**TASK DETAILS**
Your task is to copy every line of the entries that holds the word "Viale".

(Source data)
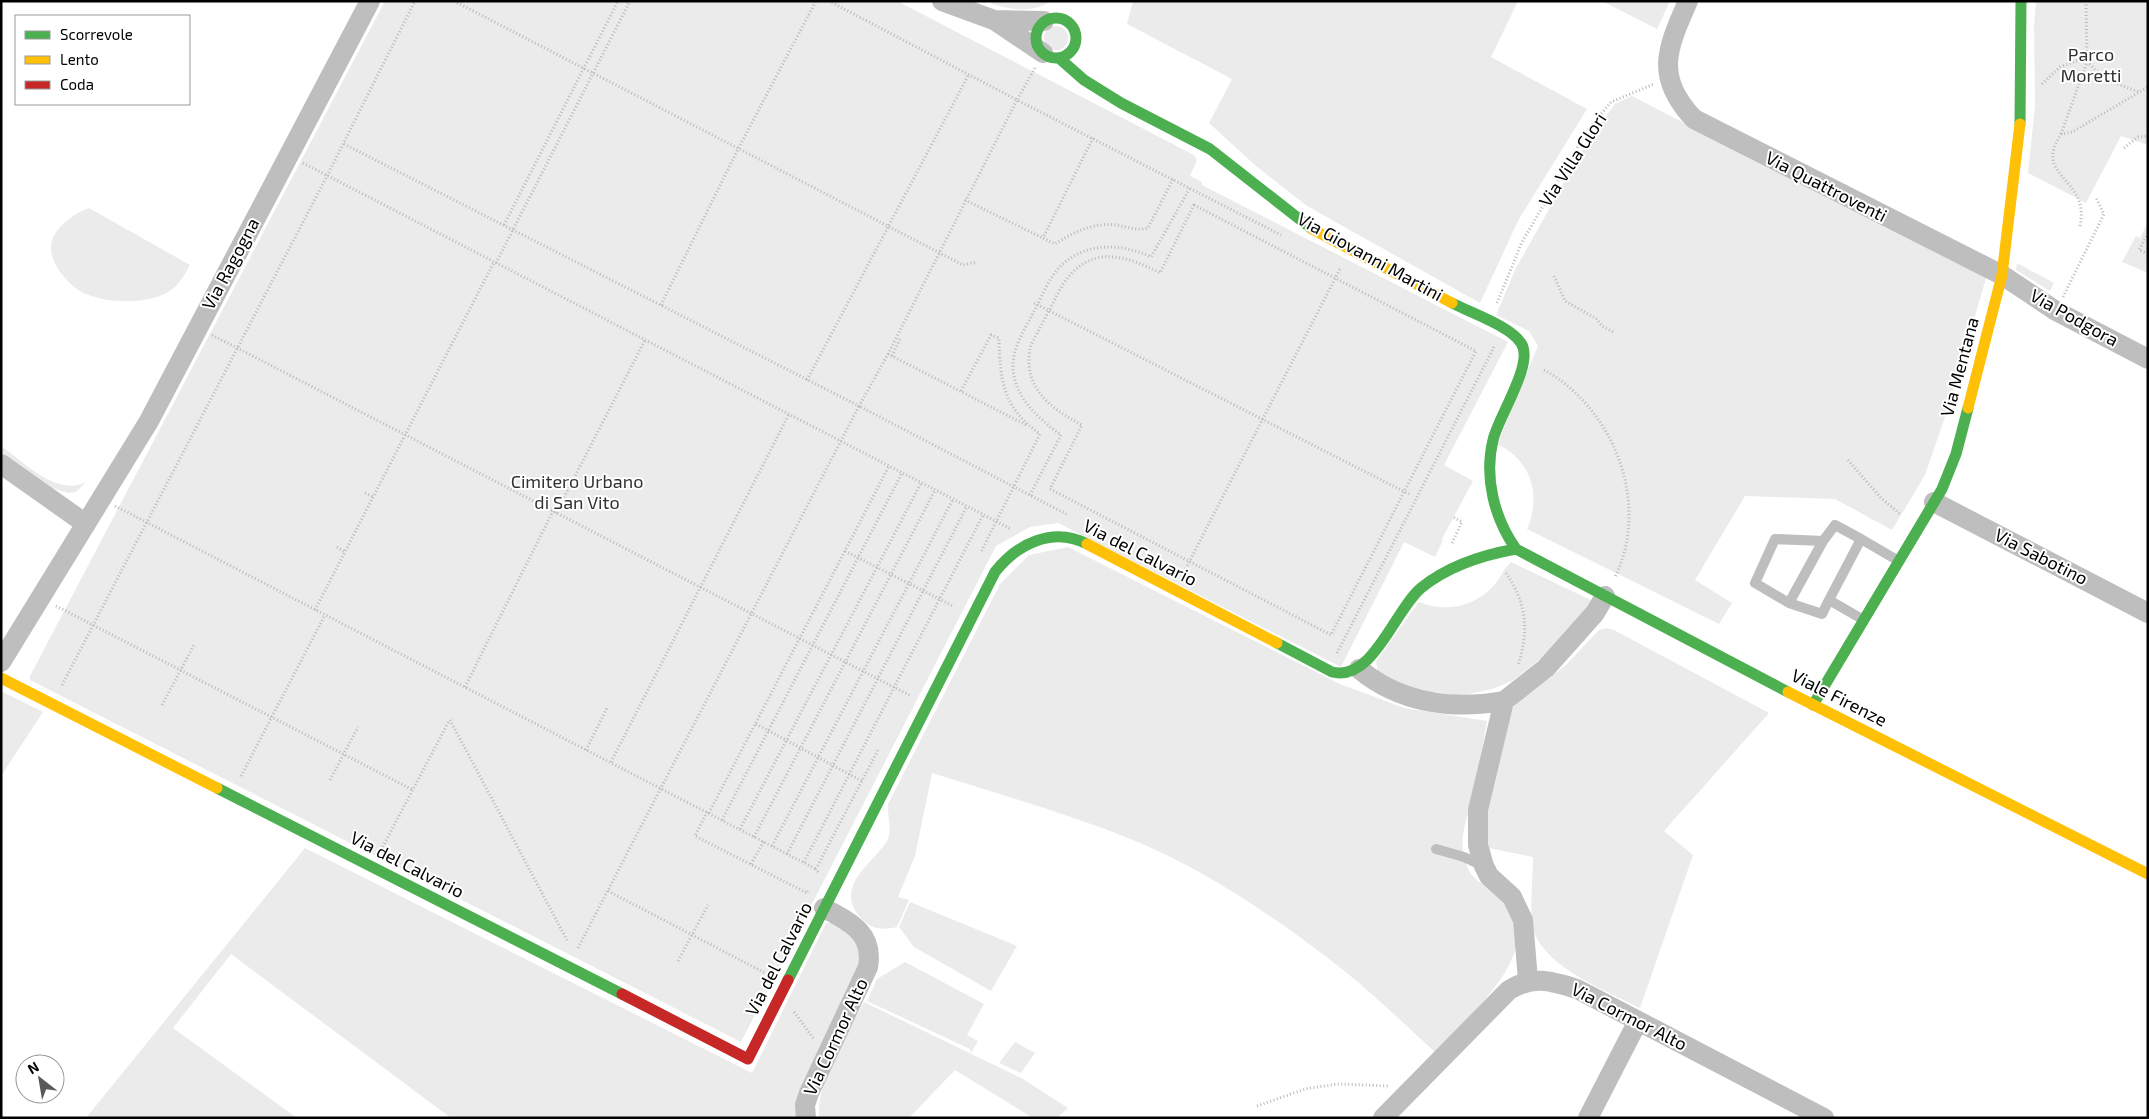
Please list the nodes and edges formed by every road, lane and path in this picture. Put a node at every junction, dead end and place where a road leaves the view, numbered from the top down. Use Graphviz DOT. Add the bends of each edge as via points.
graph roads {
  1 [pos="370,1"];
  2 [pos="415,1"];
  3 [pos="454,1"];
  4 [pos="618,1"];
  5 [pos="630,1"];
  6 [pos="816,1"];
  7 [pos="829,1"];
  8 [pos="942,1"];
  9 [pos="1688,1"];
  10 [pos="2021,1"];
  11 [pos="2086,1"];
  12 [pos="994,20"];
  13 [pos="1048,20"];
  14 [pos="1072,25"];
  15 [pos="1076,42"];
  16 [pos="1046,59"];
  17 [pos="2087,62"];
  18 [pos="584,69"];
  19 [pos="593,74"];
  20 [pos="969,74"];
  21 [pos="1668,79"];
  22 [pos="2148,87"];
  23 [pos="2040,88"];
  24 [pos="2140,92"];
  25 [pos="1107,93"];
  26 [pos="1017,100"];
  27 [pos="2061,134"];
  28 [pos="2148,136"];
  29 [pos="1093,138"];
  30 [pos="344,144"];
  31 [pos="2124,148"];
  32 [pos="738,149"];
  33 [pos="303,163"];
  34 [pos="327,176"];
  35 [pos="1173,179"];
  36 [pos="1190,188"];
  37 [pos="2096,198"];
  38 [pos="966,200"];
  39 [pos="504,225"];
  40 [pos="887,226"];
  41 [pos="2080,226"];
  42 [pos="513,230"];
  43 [pos="2148,233"];
  44 [pos="1282,236"];
  45 [pos="1043,238"];
  46 [pos="939,253"];
  47 [pos="2148,254"];
  48 [pos="977,262"];
  49 [pos="1333,262"];
  50 [pos="495,263"];
  51 [pos="1341,266"];
  52 [pos="1350,270"];
  53 [pos="2002,275"];
  54 [pos="1554,276"];
  55 [pos="1335,278"];
  56 [pos="2063,298"];
  57 [pos="1036,304"];
  58 [pos="661,305"];
  59 [pos="1049,311"];
  60 [pos="1489,321"];
  61 [pos="1615,334"];
  62 [pos="211,335"];
  63 [pos="645,340"];
  64 [pos="1486,341"];
  65 [pos="238,349"];
  66 [pos="890,355"];
  67 [pos="2148,359"];
  68 [pos="1525,360"];
  69 [pos="807,380"];
  70 [pos="961,391"];
  71 [pos="859,406"];
  72 [pos="789,414"];
  73 [pos="1262,420"];
  74 [pos="1029,426"];
  75 [pos="405,435"];
  76 [pos="841,442"];
  77 [pos="1848,460"];
  78 [pos="1,464"];
  79 [pos="889,466"];
  80 [pos="902,473"];
  81 [pos="921,483"];
  82 [pos="1014,487"];
  83 [pos="935,490"];
  84 [pos="1404,492"];
  85 [pos="366,493"];
  86 [pos="1409,494"];
  87 [pos="1030,495"];
  88 [pos="373,497"];
  89 [pos="953,499"];
  90 [pos="1934,502"];
  91 [pos="967,506"];
  92 [pos="120,508"];
  93 [pos="555,512"];
  94 [pos="984,515"];
  95 [pos="1073,517"];
  96 [pos="1453,517"];
  97 [pos="997,522"];
  98 [pos="147,523"];
  99 [pos="86,524"];
  100 [pos="1006,526"];
  101 [pos="1917,528"];
  102 [pos="1861,539"];
  103 [pos="1823,541"];
  104 [pos="1452,542"];
  105 [pos="337,547"];
  106 [pos="1516,549"];
  107 [pos="845,551"];
  108 [pos="345,552"];
  109 [pos="858,558"];
  110 [pos="1897,560"];
  111 [pos="1190,561"];
  112 [pos="1187,566"];
  113 [pos="877,567"];
  114 [pos="1504,570"];
  115 [pos="891,574"];
  116 [pos="1183,574"];
  117 [pos="1191,579"];
  118 [pos="909,584"];
  119 [pos="700,587"];
  120 [pos="923,591"];
  121 [pos="1605,596"];
  122 [pos="940,600"];
  123 [pos="1830,600"];
  124 [pos="1789,603"];
  125 [pos="953,606"];
  126 [pos="316,610"];
  127 [pos="66,611"];
  128 [pos="2148,613"];
  129 [pos="752,614"];
  130 [pos="325,615"];
  131 [pos="1863,619"];
  132 [pos="93,626"];
  133 [pos="800,639"];
  134 [pos="194,645"];
  135 [pos="813,645"];
  136 [pos="1328,650"];
  137 [pos="831,655"];
  138 [pos="1,662"];
  139 [pos="845,662"];
  140 [pos="1359,669"];
  141 [pos="180,670"];
  142 [pos="863,671"];
  143 [pos="1515,674"];
  144 [pos="1,678"];
  145 [pos="878,679"];
  146 [pos="466,687"];
  147 [pos="894,687"];
  148 [pos="61,688"];
  149 [pos="915,698"];
  150 [pos="1504,701"];
  151 [pos="1813,705"];
  152 [pos="162,706"];
  153 [pos="608,706"];
  154 [pos="272,717"];
  155 [pos="756,724"];
  156 [pos="358,728"];
  157 [pos="768,730"];
  158 [pos="787,740"];
  159 [pos="801,748"];
  160 [pos="586,750"];
  161 [pos="344,754"];
  162 [pos="818,757"];
  163 [pos="611,762"];
  164 [pos="833,765"];
  165 [pos="850,774"];
  166 [pos="240,778"];
  167 [pos="330,780"];
  168 [pos="862,781"];
  169 [pos="661,789"];
  170 [pos="413,790"];
  171 [pos="708,813"];
  172 [pos="722,820"];
  173 [pos="740,829"];
  174 [pos="754,837"];
  175 [pos="764,841"];
  176 [pos="772,846"];
  177 [pos="1436,849"];
  178 [pos="787,854"];
  179 [pos="379,855"];
  180 [pos="804,862"];
  181 [pos="751,864"];
  182 [pos="1484,866"];
  183 [pos="2148,874"];
  184 [pos="815,878"];
  185 [pos="811,886"];
  186 [pos="608,891"];
  187 [pos="708,905"];
  188 [pos="824,908"];
  189 [pos="692,935"];
  190 [pos="570,946"];
  191 [pos="575,955"];
  192 [pos="678,961"];
  193 [pos="774,978"];
  194 [pos="1528,980"];
  195 [pos="777,1001"];
  196 [pos="1638,1021"];
  197 [pos="825,1060"];
  198 [pos="1406,1094"];
  199 [pos="1257,1106"];
  200 [pos="806,1118"];
  201 [pos="1383,1118"];
  202 [pos="1588,1118"];
  203 [pos="1824,1118"];
  1 -- 99 [label="street, Via Ragogna" via="149,421"];
  2 -- 30 [label="path"];
  3 -- 18 [label="path"];
  4 -- 18 [label="path"];
  5 -- 19 [label="path"];
  6 -- 32 [label="path"];
  7 -- 20 [label="path"];
  8 -- 12 [label="street, Via Giovanni Martini"];
  9 -- 21 [label="street" via="1667,61"];
  10 -- 53 [label="street, Via Mentana" via="2021,116"];
  11 -- 17 [label="path"];
  12 -- 13 [label="street, Via Giovanni Martini"];
  12 -- 16 [label="street, Via Giovanni Martini"];
  13 -- 14 [label="street" via="1063,18"];
  13 -- 14 [label="street" via="1069,8"];
  13 -- 16 [label="street" via="1036,35 1038,48"];
  14 -- 15 [label="street"];
  15 -- 16 [label="street" via="1070,53"];
  15 -- 25 [label="street, Via Giovanni Martini"];
  16 -- 25 [label="street, Via Giovanni Martini"];
  16 -- 26 [label="path" via="1032,70"];
  17 -- 23 [label="path" via="2076,61 2060,67"];
  17 -- 24 [label="path" via="2107,80"];
  17 -- 27 [label="path"];
  18 -- 19 [label="path"];
  18 -- 39 [label="path"];
  19 -- 32 [label="path"];
  19 -- 42 [label="path"];
  20 -- 26 [label="path"];
  20 -- 40 [label="path"];
  21 -- 53 [label="street, Via Quattroventi" via="1681,105 1694,119"];
  21 -- 60 [label="path, Via Villa Glori" via="1611,102 1587,132 1522,242"];
  22 -- 24 [label="path"];
  24 -- 27 [label="path" via="2072,132"];
  25 -- 60 [label="street, Via Giovanni Martini" via="1210,149 1304,224"];
  26 -- 29 [label="path"];
  26 -- 38 [label="path"];
  27 -- 41 [label="path" via="2053,153 2055,166 2080,200"];
  28 -- 31 [label="path" via="2138,137"];
  29 -- 35 [label="path"];
  29 -- 45 [label="path"];
  30 -- 34 [label="path"];
  30 -- 39 [label="path"];
  32 -- 40 [label="path"];
  32 -- 58 [label="path"];
  33 -- 34 [label="path"];
  34 -- 50 [label="path"];
  34 -- 65 [label="path"];
  35 -- 36 [label="path"];
  35 -- 45 [label="path" via="1148,228 1098,226 1068,235 1055,244"];
  36 -- 44 [label="path"];
  36 -- 57 [label="path" via="1151,257 1121,247 1091,248 1066,260"];
  37 -- 56 [label="path" via="2104,214"];
  38 -- 45 [label="path"];
  38 -- 46 [label="path"];
  39 -- 42 [label="path"];
  40 -- 46 [label="path"];
  40 -- 69 [label="path"];
  42 -- 50 [label="path"];
  42 -- 58 [label="path"];
  43 -- 47 [label="path" via="2139,250"];
  46 -- 48 [label="path" via="963,265"];
  46 -- 66 [label="path"];
  49 -- 51 [label="path"];
  50 -- 63 [label="path"];
  50 -- 75 [label="path"];
  51 -- 52 [label="path"];
  51 -- 55 [label="path"];
  53 -- 67 [label="street, Via Podgora" via="2056,311"];
  53 -- 90 [label="street, Via Mentana" via="1956,454 1947,480"];
  54 -- 61 [label="path" via="1564,301 1597,319"];
  55 -- 59 [label="path" via="1194,206 1160,273 1135,260 1113,256 1093,259 1069,276"];
  55 -- 73 [label="path"];
  55 -- 84 [label="path" via="1476,351"];
  57 -- 59 [label="path"];
  57 -- 87 [label="path" via="1019,339 1013,370 1034,413 1061,435"];
  58 -- 69 [label="path"];
  59 -- 73 [label="path"];
  59 -- 111 [label="path" via="1031,345 1032,375 1044,400 1082,425 1050,489"];
  60 -- 68 [label="street, Via Giovanni Martini" via="1520,340"];
  62 -- 65 [label="path"];
  63 -- 72 [label="path"];
  63 -- 93 [label="path"];
  64 -- 136 [label="path" via="1494,345 1337,654"];
  65 -- 75 [label="path"];
  65 -- 98 [label="path"];
  66 -- 70 [label="path"];
  66 -- 71 [label="path"];
  68 -- 106 [label="street" via="1492,442 1494,499 1504,532"];
  68 -- 121 [label="path" via="1549,373 1587,403 1604,425 1620,462 1629,509 1628,535 1619,569"];
  69 -- 71 [label="path"];
  70 -- 74 [label="path"];
  70 -- 74 [label="path" via="991,335 999,338 1000,375 1010,403"];
  71 -- 76 [label="path"];
  71 -- 82 [label="path"];
  72 -- 76 [label="path"];
  72 -- 119 [label="path"];
  73 -- 84 [label="path"];
  73 -- 111 [label="path"];
  74 -- 82 [label="path" via="1040,434"];
  75 -- 88 [label="path"];
  75 -- 93 [label="path"];
  76 -- 79 [label="path"];
  76 -- 129 [label="path"];
  77 -- 101 [label="path" via="1880,498"];
  78 -- 99 [label="street"];
  79 -- 80 [label="path"];
  79 -- 107 [label="path"];
  80 -- 81 [label="path"];
  80 -- 109 [label="path"];
  81 -- 83 [label="path"];
  81 -- 113 [label="path"];
  82 -- 87 [label="path"];
  82 -- 97 [label="path"];
  83 -- 89 [label="path"];
  83 -- 115 [label="path"];
  84 -- 86 [label="path"];
  84 -- 111 [label="path" via="1331,635"];
  85 -- 88 [label="path"];
  87 -- 95 [label="path"];
  88 -- 108 [label="path"];
  89 -- 91 [label="path"];
  89 -- 118 [label="path"];
  90 -- 101 [label="street, Via Mentana"];
  90 -- 128 [label="street, Via Sabotino"];
  91 -- 94 [label="path"];
  91 -- 120 [label="path"];
  92 -- 98 [label="path"];
  93 -- 119 [label="path"];
  93 -- 146 [label="path"];
  94 -- 97 [label="path"];
  94 -- 122 [label="path"];
  96 -- 104 [label="path" via="1462,522"];
  97 -- 100 [label="path"];
  98 -- 126 [label="path"];
  98 -- 132 [label="path"];
  99 -- 138 [label="street"];
  101 -- 110 [label="street, Via Mentana"];
  102 -- 103 [label="lane" via="1835,525"];
  102 -- 110 [label="lane"];
  102 -- 123 [label="lane"];
  103 -- 124 [label="lane"];
  103 -- 124 [label="lane" via="1775,540 1755,583"];
  105 -- 108 [label="path"];
  106 -- 121 [label="street, Viale Firenze"];
  106 -- 140 [label="street" via="1493,553 1430,582 1411,598"];
  107 -- 109 [label="path"];
  107 -- 133 [label="path"];
  108 -- 126 [label="path"];
  109 -- 113 [label="path"];
  109 -- 135 [label="path"];
  110 -- 131 [label="street, Via Mentana"];
  111 -- 112 [label="path"];
  113 -- 115 [label="path"];
  113 -- 137 [label="path"];
  114 -- 143 [label="path" via="1521,598 1524,615 1525,633"];
  115 -- 118 [label="path"];
  115 -- 139 [label="path"];
  116 -- 117 [label="path"];
  118 -- 120 [label="path"];
  118 -- 142 [label="path"];
  119 -- 129 [label="path"];
  119 -- 163 [label="path"];
  120 -- 122 [label="path"];
  120 -- 145 [label="path"];
  121 -- 150 [label="street" via="1590,620 1546,668"];
  121 -- 151 [label="street, Viale Firenze"];
  122 -- 125 [label="path"];
  122 -- 147 [label="path"];
  123 -- 124 [label="lane" via="1822,614"];
  123 -- 131 [label="lane"];
  126 -- 130 [label="path"];
  127 -- 132 [label="path"];
  129 -- 133 [label="path"];
  129 -- 169 [label="path"];
  130 -- 146 [label="path"];
  130 -- 154 [label="path"];
  131 -- 151 [label="street, Via Mentana"];
  132 -- 141 [label="path"];
  132 -- 148 [label="path"];
  133 -- 135 [label="path"];
  133 -- 155 [label="path"];
  134 -- 141 [label="path"];
  135 -- 137 [label="path"];
  135 -- 157 [label="path"];
  137 -- 139 [label="path"];
  137 -- 158 [label="path"];
  139 -- 142 [label="path"];
  139 -- 159 [label="path"];
  140 -- 150 [label="street" via="1402,695 1425,701 1473,706"];
  140 -- 188 [label="street, Via del Calvario" via="1344,674 1332,672 1079,540 1060,536 1025,544 1002,562 995,572"];
  141 -- 152 [label="path"];
  141 -- 154 [label="path"];
  142 -- 145 [label="path"];
  142 -- 162 [label="path"];
  144 -- 195 [label="street, Via del Calvario" via="748,1059"];
  145 -- 147 [label="path"];
  145 -- 164 [label="path"];
  146 -- 160 [label="path"];
  147 -- 149 [label="path"];
  147 -- 165 [label="path"];
  150 -- 182 [label="street" via="1478,810 1478,846"];
  151 -- 183 [label="street, Viale Firenze"];
  153 -- 160 [label="path"];
  154 -- 161 [label="path"];
  154 -- 166 [label="path"];
  155 -- 157 [label="path"];
  155 -- 171 [label="path"];
  156 -- 161 [label="path"];
  157 -- 158 [label="path"];
  157 -- 172 [label="path"];
  158 -- 159 [label="path"];
  158 -- 173 [label="path"];
  159 -- 162 [label="path"];
  159 -- 174 [label="path"];
  160 -- 163 [label="path"];
  161 -- 167 [label="path"];
  161 -- 170 [label="path"];
  162 -- 164 [label="path"];
  162 -- 176 [label="path"];
  163 -- 169 [label="path"];
  164 -- 165 [label="path"];
  164 -- 178 [label="path"];
  165 -- 168 [label="path"];
  165 -- 180 [label="path"];
  169 -- 171 [label="path"];
  169 -- 186 [label="path"];
  170 -- 179 [label="path"];
  170 -- 190 [label="path" via="450,720"];
  171 -- 172 [label="path"];
  171 -- 181 [label="path" via="695,836"];
  172 -- 173 [label="path"];
  173 -- 174 [label="path"];
  174 -- 175 [label="path"];
  175 -- 176 [label="path"];
  175 -- 181 [label="path"];
  176 -- 178 [label="path"];
  177 -- 182 [label="lane"];
  178 -- 180 [label="path"];
  180 -- 184 [label="path" via="819,870"];
  181 -- 185 [label="path" via="807,893"];
  182 -- 194 [label="street" via="1489,876 1512,897 1520,912 1525,928"];
  186 -- 189 [label="path"];
  186 -- 191 [label="path"];
  187 -- 189 [label="path"];
  188 -- 195 [label="street, Via del Calvario"];
  188 -- 197 [label="street, Via Cormor Alto" via="858,930 870,948 868,967"];
  189 -- 192 [label="path"];
  189 -- 193 [label="path"];
  194 -- 196 [label="street, Via Cormor Alto" via="1559,983 1577,989"];
  194 -- 198 [label="street" via="1509,990"];
  195 -- 197 [label="path" via="792,1009 801,1019"];
  196 -- 202 [label="street"];
  196 -- 203 [label="street, Via Cormor Alto"];
  197 -- 200 [label="street, Via Cormor Alto" via="809,1093"];
  198 -- 199 [label="path" via="1392,1086 1337,1084 1305,1089"];
  198 -- 201 [label="street"];
}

**EXPECTED OUTPUT**
  106 -- 121 [label="street, Viale Firenze"];
  121 -- 151 [label="street, Viale Firenze"];
  151 -- 183 [label="street, Viale Firenze"];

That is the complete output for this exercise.